I guess i tried to text 911 last night with "someone stole my bong." Thank god that doesn't work...
Vibrator and massage oils got stopped at security. Super.
I miss being able to drink at 11am just cause it was sunny outside.
So i wrote 'don't sex me' on my stomach, so that if we got to a point where my shirt is off - he would know how i really feel, not just the alcohol talking
how did that work out?
Well, all the water washed it off, so we ended up fucking since i didn't have my reminder...
If you're trying to subtly tell me that I look like Connie Chung, just stop it. I already know.
I wonder if that one guy remembers you sticking salami to his forehead when he was passed out on new years eve.

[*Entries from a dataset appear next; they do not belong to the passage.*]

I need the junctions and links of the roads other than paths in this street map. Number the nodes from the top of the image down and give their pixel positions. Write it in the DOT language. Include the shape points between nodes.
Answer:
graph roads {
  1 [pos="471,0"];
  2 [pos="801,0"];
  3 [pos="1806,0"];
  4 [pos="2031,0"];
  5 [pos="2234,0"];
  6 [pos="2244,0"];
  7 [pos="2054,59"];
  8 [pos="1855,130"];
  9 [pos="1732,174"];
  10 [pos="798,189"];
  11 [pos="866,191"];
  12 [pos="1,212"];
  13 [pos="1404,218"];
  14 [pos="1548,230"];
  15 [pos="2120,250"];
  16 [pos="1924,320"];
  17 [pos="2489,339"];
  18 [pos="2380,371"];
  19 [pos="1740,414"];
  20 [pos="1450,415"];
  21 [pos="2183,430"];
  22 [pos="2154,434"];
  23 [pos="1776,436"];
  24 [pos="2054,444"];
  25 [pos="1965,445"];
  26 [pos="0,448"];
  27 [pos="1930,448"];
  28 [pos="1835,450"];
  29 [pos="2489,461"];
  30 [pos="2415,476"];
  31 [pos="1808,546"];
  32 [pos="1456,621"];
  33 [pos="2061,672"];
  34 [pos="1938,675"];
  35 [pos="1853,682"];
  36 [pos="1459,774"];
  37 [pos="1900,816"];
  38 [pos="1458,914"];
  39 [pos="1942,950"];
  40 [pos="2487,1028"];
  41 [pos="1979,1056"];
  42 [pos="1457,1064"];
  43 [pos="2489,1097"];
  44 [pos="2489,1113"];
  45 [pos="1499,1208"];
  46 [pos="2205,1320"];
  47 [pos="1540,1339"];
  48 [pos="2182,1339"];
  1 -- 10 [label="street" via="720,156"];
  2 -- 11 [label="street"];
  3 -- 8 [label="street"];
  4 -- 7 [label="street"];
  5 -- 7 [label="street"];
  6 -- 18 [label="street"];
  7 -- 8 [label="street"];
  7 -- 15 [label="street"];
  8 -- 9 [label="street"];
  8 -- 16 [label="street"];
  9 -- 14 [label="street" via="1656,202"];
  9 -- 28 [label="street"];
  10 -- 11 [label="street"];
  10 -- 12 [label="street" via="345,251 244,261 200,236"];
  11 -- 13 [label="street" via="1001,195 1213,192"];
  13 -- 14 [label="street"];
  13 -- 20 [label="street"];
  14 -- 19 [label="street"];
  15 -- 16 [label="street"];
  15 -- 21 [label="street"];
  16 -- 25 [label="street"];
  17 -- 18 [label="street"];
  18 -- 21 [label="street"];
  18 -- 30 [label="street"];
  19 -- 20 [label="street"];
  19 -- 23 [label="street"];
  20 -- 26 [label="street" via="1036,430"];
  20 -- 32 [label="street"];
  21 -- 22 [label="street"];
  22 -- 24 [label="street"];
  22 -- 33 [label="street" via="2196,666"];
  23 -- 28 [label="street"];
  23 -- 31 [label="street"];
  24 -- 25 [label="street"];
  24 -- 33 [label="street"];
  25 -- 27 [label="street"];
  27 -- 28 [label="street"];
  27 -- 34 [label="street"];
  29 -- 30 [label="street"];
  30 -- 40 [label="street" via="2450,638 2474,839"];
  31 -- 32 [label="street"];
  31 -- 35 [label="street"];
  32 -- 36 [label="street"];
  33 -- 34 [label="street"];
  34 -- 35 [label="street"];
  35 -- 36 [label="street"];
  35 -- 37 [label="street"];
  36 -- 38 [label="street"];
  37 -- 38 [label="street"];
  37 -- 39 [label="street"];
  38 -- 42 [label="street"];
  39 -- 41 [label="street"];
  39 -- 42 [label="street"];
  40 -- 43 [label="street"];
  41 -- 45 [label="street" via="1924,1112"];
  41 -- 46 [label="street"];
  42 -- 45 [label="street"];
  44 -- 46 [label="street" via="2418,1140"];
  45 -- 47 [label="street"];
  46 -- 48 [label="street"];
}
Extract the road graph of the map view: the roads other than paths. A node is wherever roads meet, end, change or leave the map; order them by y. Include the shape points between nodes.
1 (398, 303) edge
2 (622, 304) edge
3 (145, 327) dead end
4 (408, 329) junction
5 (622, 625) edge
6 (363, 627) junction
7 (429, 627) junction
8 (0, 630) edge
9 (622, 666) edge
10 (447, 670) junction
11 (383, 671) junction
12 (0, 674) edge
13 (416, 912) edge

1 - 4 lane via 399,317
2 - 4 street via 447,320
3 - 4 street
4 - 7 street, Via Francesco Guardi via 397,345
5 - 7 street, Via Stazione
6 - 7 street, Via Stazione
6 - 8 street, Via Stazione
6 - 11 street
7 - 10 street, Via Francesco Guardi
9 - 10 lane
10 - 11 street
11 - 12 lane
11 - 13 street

There's a big bag of salt and vinegar chips and a Budweiser for when you wake up. Don't say I never did anything for you.
Guess what I'm doing tonight? Tacos and strip chess.
Happy cinco de mayo!! Puke filled sombrero in the lawn needs to be picked up and whos never punched my fence boards in half needs to replace those by the way the owner of those panties (see attached photo) anytime you wanna cum over;-) hiii!
he pushed me in the lake knowing full well I had joints on me. that's drug-abuse!!
You're 21st was epic. I woke up at 6 a.m. on the floating beer pong table in the pool with a beer still in hand. Didn't even spill any
When you trip so hard that you can see your friends thoughts through their pupils.
Still drunk. lying on the floor just rubbing my cats nipples
I need to stop being so honest when I'm drunk. I got proposed to by a stranger again last night. It's not my fault that I would be perfectly ok making sandwiches and giving blow jobs for the rest of my life.
I think its a little fucked up she invited you to her wedding, are you going?